Other forbidden practices include applying or pouring “foreign objects” onto the body of the newlywed, forcing them to make “indecent” performances, and making them wear “indecent” signs.
Those who violate the rules could be given administrative or criminal penalties, the notice says.
The ban reflects a cultural shift as young urban Chinese increasingly see the games as distasteful, although the custom remains popular in some regions in China, especially rural areas.
Extreme cases of wedding hazing have previously made national headlines.
In 2018, friends of a 24-year-old groom in the southwestern province of Guizhou stripped him to his underwear and poured ink all over him. The groom was then hit by a car as he was running away from the friends, according to Chinese media reports.

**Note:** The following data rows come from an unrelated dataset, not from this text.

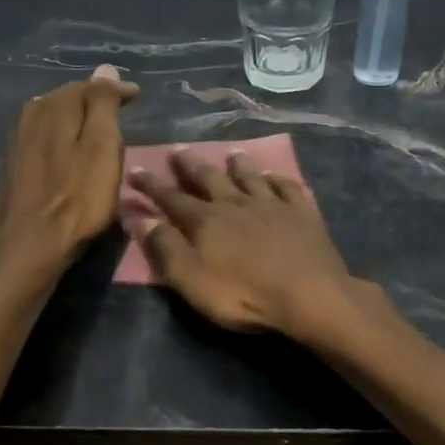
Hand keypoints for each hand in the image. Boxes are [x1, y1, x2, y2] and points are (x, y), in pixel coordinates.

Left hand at [0, 65, 139, 284]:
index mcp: (53, 109)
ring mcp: (15, 144)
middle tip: (117, 108)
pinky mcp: (10, 169)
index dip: (114, 90)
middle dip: (91, 99)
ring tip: (92, 126)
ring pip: (47, 116)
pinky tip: (63, 149)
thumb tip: (104, 69)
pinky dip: (56, 136)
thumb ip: (103, 106)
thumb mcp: (102, 149)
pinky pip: (37, 137)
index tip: (137, 96)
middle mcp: (29, 118)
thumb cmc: (78, 200)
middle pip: (64, 98)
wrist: (30, 248)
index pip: (88, 87)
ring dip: (71, 116)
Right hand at [128, 149, 360, 339]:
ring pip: (250, 177)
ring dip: (238, 165)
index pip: (171, 198)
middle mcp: (236, 204)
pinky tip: (274, 176)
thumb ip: (167, 248)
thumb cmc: (244, 294)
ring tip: (231, 153)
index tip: (135, 169)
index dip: (151, 185)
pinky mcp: (303, 213)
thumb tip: (144, 219)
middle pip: (209, 178)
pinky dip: (277, 178)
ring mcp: (273, 205)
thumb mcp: (192, 279)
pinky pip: (287, 187)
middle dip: (190, 165)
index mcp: (206, 221)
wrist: (308, 295)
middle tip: (178, 150)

And in Shandong province, two teenage bridesmaids were sexually harassed at a wedding in 2013, leaving one of them with post-traumatic stress disorder, authorities said. At least six men were later jailed on molestation charges.
Many internet users responding to news of the ban say they are against the prevalent sexual harassment at weddings, but some also question whether or not the newlyweds will actually report their guests to authorities if they are simply following a wedding tradition.
Yang Hu, a sociologist at Lancaster University, wrote in a 2016 column on the Conversation that the wedding stunts tend to target women in regions with more traditional gender norms, while the games are sometimes played on groomsmen in places with more liberal gender norms.
“Although sex remains a taboo in the public sphere for most Chinese people, wedding occasions seem to legitimize the explicit expression of sexual desire for some men, which can result in sexual harassment and abuse in some instances,” he wrote, adding that many female victims might choose to remain silent.